L'âge d'or, et ensuite ?

Le nombre de collections capsules, d’éditions limitées, de paires anniversaire, de rééditions rétros et autres fantaisies shoesques se multiplient à vitesse grand V. De quoi penser que la sneaker connait son âge d'or ? Unanimement, les intervenants s’accordent sur l'avantage pour le consommateur d'un catalogue de sneakers toujours plus fourni, bien que certains remettent en cause la qualité plus médiocre des produits et les prix qui s'envolent, comme dernièrement la hausse du prix des Air Jordan. Clems est formel : "Une sneaker ça a une date de péremption, on les met ça craque. Une basket est faite pour être portée, usée, bousillée. Ce n'est pas un objet de collection" et Laurent l’affirme : "Avant il y n'y avait pas d'offres alternatives sur les matériaux. Aujourd'hui la technologie évolue et permet des sneakers de meilleure qualité." Quant aux prix, ils s'expliquent selon lui par le coût des moules des baskets, à produire pour chaque taille et qui peut s'élever jusqu'à 150 000 euros l’unité. Autre déception de la part des intervenants : la basket s'est trop démocratisée. "T'es déçu quand tu vois des collégiennes de 14 ans en Jordan sans savoir qui est Michael" lance Sébastien à Mourad.

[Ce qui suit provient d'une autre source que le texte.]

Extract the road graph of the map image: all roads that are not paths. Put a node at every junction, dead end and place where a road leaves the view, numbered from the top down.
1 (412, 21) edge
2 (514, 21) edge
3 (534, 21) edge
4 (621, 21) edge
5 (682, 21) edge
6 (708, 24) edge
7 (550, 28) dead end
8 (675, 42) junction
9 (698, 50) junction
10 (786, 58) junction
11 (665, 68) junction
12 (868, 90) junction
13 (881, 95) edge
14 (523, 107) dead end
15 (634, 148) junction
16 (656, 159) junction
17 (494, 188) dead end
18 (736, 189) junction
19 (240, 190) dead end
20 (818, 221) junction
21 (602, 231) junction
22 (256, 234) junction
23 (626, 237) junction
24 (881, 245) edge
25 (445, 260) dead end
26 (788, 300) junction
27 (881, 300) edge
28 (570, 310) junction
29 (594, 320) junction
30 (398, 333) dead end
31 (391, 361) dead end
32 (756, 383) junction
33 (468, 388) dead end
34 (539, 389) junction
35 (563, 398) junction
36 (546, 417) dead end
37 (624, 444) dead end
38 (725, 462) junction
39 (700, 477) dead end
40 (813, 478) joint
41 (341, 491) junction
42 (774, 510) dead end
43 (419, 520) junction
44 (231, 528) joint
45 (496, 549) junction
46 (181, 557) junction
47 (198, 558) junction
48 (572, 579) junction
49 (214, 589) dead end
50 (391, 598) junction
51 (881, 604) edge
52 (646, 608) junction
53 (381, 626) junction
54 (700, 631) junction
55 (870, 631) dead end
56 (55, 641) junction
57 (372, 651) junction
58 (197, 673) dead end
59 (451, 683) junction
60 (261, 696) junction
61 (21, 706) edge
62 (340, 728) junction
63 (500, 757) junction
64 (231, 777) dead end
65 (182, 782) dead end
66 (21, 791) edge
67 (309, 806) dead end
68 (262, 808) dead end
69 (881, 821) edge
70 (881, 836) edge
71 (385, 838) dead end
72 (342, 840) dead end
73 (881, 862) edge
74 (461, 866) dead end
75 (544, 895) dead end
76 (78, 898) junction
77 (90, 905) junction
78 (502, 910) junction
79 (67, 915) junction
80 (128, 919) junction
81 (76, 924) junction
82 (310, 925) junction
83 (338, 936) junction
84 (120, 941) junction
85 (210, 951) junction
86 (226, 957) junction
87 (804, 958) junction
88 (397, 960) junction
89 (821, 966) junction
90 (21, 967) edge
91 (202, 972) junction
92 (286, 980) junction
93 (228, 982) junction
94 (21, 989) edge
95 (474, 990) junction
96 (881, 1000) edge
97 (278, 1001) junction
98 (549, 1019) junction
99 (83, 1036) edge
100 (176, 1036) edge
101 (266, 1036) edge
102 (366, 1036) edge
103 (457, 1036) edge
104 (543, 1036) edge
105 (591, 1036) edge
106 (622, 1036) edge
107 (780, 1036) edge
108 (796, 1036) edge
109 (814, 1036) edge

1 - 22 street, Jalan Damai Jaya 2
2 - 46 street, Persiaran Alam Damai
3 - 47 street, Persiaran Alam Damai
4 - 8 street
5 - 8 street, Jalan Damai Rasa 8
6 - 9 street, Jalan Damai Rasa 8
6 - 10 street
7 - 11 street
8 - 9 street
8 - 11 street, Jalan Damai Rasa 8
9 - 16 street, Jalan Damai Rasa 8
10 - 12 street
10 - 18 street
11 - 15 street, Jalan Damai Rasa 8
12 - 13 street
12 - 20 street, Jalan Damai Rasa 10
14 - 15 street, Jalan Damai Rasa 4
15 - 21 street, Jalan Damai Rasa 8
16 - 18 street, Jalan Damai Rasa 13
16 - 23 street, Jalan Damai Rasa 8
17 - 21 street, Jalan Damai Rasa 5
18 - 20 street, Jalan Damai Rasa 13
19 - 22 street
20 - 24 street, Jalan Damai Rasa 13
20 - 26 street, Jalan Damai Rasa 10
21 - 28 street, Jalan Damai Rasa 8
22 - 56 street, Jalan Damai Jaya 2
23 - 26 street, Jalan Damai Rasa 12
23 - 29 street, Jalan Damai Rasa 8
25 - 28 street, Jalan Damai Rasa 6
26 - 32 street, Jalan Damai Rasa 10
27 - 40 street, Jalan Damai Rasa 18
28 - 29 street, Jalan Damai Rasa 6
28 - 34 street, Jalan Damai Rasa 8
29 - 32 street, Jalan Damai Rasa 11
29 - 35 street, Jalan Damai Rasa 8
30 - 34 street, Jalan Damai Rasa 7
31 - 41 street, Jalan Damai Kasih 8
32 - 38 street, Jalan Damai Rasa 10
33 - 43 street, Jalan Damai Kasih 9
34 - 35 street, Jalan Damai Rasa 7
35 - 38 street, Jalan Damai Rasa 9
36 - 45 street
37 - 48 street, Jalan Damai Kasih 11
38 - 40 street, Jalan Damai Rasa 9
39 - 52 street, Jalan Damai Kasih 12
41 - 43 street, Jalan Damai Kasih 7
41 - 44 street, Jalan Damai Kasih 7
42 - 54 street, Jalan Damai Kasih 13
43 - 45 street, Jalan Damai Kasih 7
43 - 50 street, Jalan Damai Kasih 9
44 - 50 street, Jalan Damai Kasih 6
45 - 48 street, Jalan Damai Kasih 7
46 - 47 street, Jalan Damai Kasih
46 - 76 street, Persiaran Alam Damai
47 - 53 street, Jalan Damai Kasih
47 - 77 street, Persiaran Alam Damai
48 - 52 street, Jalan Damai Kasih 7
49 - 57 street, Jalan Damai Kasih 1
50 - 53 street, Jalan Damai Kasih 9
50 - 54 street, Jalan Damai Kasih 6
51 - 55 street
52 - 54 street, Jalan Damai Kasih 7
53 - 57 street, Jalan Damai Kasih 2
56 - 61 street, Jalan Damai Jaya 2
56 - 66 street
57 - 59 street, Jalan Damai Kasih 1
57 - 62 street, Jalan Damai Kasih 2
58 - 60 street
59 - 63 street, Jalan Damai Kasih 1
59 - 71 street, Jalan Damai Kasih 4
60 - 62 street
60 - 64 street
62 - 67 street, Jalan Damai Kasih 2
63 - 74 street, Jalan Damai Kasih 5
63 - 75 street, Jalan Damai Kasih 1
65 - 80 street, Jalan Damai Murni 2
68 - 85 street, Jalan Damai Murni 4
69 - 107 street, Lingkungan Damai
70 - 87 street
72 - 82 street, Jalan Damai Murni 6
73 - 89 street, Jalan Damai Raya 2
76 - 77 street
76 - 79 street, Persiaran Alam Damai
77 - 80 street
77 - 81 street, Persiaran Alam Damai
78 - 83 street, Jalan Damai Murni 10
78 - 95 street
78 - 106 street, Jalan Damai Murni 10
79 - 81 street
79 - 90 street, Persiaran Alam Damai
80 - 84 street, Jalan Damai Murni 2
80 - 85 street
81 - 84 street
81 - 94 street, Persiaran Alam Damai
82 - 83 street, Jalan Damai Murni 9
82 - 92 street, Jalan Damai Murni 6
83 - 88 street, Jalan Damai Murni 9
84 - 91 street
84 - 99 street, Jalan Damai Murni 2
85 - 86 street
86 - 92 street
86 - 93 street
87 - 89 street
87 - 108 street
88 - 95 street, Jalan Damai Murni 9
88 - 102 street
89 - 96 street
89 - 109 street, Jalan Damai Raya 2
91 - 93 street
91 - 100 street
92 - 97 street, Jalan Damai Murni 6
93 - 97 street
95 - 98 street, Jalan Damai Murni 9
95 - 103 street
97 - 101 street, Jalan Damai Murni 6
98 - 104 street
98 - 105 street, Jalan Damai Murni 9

Indéniablement, en terme de possibilités d'achat et de choix, c'est l'âge d'or de la sneaker pour le consommateur, et également pour les marques qui n'ont jamais autant écoulé de volume. Mais pour les intervenants, presque tous quadragénaires, leur âge d'or de la sneaker est passé, c'était celui des années 90. Comme le fera d’ailleurs remarquer Clems, "C'est pas l'âge d'or de la sneaker puisqu'on ne porte que des retro." Laurent conclut : "Ce n'est pas l'âge d'or de la sneaker, c'est un âge d'or. Et on construit aujourd'hui, les modèles retro de demain". La basket a donc réussi a passer des terrains de sport à la rue, en faisant un détour par les catwalks et les boutiques de luxe. La prochaine étape ? C'est à la sneaker de nous le dire, mais elle a déjà quelques pas d'avance sur nous.